Last Updated: January 11, 2023
Knowing when to sell stocks can be tricky. It requires paying attention to a few factors that may not be obvious to people with little to no experience in investing. But, don’t worry, we’re about to break down the most efficient ways to earn a profit through selling equities.
When to Sell Stocks?
Selling your invested shares is pretty simple if you have the information for what to and what not to do. So, the right time depends on many factors such as target price, merging, and fundamentals. Here are a few instances of when to sell a stock:
Having a targeted price in mind
Going into investing without doing proper research isn’t a good idea. For this reason, astute investors do plenty of research about the company to get to know it better and hit a so-called price target. This means that you buy stocks intending to sell them when they reach a designated sum or range that you think is right. This way, a stockholder will know the right time to sell stocks and won’t let the desire to make a quick profit overwhelm their decision-making.
You need or will need cash soon
If you have urgent expenses that you need to cover, it’s a good idea to sell your stocks. This could include medical expenses, home repairs, or other emergencies.

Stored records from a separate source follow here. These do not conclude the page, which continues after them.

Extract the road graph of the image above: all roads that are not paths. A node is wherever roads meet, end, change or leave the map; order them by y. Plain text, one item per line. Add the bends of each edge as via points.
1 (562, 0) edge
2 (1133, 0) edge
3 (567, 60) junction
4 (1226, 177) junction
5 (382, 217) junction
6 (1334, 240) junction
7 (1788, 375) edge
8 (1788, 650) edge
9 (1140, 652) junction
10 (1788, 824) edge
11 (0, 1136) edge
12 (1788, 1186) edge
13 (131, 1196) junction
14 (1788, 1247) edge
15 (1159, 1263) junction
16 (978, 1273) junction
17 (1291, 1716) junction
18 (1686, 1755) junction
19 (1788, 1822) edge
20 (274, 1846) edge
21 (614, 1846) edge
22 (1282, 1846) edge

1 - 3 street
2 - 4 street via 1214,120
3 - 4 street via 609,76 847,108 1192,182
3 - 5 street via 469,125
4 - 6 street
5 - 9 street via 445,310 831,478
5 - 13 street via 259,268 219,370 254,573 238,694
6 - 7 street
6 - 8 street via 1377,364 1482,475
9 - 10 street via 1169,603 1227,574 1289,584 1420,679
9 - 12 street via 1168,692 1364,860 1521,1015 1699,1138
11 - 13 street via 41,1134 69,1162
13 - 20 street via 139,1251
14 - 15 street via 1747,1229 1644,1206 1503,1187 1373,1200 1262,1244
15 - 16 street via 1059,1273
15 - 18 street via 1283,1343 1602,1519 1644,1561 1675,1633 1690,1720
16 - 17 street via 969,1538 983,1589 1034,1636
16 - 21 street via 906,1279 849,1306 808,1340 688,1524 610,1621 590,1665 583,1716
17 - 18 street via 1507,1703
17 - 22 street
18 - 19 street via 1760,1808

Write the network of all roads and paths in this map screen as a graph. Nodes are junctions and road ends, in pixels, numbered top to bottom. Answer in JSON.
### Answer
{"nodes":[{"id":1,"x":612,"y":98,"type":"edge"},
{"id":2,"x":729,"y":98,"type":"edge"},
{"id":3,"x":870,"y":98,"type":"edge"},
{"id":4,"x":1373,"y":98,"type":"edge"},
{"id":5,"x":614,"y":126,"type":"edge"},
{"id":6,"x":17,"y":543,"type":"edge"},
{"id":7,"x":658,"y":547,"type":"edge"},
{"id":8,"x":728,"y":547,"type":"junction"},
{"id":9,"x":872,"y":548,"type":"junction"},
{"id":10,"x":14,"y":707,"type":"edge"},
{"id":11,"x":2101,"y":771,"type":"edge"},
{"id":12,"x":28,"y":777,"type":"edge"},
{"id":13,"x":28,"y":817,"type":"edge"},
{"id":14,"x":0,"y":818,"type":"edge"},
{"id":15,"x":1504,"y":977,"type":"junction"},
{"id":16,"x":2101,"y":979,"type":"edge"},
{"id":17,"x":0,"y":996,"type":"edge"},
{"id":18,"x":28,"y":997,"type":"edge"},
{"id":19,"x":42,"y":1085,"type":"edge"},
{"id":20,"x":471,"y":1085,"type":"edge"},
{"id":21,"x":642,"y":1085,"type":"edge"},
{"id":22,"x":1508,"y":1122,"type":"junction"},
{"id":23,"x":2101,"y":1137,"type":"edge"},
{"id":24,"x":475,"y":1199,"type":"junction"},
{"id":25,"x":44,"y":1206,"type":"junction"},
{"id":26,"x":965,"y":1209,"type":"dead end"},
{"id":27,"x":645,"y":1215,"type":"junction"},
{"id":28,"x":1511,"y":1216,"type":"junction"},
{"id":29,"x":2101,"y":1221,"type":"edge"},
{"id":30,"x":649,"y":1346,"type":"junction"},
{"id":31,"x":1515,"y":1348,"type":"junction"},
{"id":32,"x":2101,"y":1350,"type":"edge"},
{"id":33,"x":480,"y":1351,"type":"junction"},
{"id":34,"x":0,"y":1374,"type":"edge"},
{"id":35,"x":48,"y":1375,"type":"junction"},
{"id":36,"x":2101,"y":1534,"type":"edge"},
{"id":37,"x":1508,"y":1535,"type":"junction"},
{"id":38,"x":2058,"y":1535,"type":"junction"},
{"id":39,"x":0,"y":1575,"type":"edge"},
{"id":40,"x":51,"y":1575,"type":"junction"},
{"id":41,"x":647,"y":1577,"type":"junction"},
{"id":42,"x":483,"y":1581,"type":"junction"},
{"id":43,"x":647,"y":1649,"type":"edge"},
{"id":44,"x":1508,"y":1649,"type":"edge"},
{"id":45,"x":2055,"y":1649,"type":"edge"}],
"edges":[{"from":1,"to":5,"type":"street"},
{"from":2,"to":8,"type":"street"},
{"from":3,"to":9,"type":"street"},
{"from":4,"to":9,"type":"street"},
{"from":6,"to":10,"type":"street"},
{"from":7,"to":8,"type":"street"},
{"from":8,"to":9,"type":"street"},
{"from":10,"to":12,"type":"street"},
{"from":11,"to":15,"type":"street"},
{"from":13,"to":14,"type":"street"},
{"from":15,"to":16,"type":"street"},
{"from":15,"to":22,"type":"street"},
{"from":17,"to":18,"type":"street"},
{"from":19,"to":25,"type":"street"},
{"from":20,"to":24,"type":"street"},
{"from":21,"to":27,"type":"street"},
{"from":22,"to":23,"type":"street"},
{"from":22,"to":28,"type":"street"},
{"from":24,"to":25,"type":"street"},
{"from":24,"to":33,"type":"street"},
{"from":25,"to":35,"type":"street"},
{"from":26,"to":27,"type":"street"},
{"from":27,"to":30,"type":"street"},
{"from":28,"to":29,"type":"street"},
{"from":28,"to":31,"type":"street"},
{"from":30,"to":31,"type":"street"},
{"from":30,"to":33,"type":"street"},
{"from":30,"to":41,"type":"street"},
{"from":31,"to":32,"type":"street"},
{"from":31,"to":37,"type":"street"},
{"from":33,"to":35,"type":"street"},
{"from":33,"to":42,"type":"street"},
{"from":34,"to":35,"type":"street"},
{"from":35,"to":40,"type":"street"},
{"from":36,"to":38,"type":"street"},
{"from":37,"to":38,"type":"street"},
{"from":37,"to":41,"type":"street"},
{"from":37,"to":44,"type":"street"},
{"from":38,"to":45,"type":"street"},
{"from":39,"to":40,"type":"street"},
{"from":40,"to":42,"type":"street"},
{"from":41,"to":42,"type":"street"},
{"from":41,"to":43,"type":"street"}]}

Fundamentals start to weaken
Another great time to sell shares is when the overall performance of the company starts to decline. This includes fundamentals like dividend yield, liquidity, profit margin, or generally, the working capital. Carrying out a full fundamentals analysis can further increase your knowledge about the company’s performance and help with deciding if and when to sell stocks. If the numbers are deteriorating or about to, there’s no good reason to hold on to the stock shares.
Better opportunity arises
To avoid opportunity cost, one needs to do thorough market research by comparing companies and their potential profits from owning shares in each of them. So, if you have shares to sell and stand to earn more money doing so, you should always seize the opportunity offered before it passes up. Check out our list of best-performing stocks in the last ten years and determine the most suitable stock for you.
After merging with another company
If the company you have stocks in is being acquired by another company, it may be a sign to sell stocks now. This also comes down to your interest in investing in the latter company. Additionally, after an acquisition happens, the stock prices usually rise to a sum that both parties previously agreed to, and it’s the perfect time to make a sale.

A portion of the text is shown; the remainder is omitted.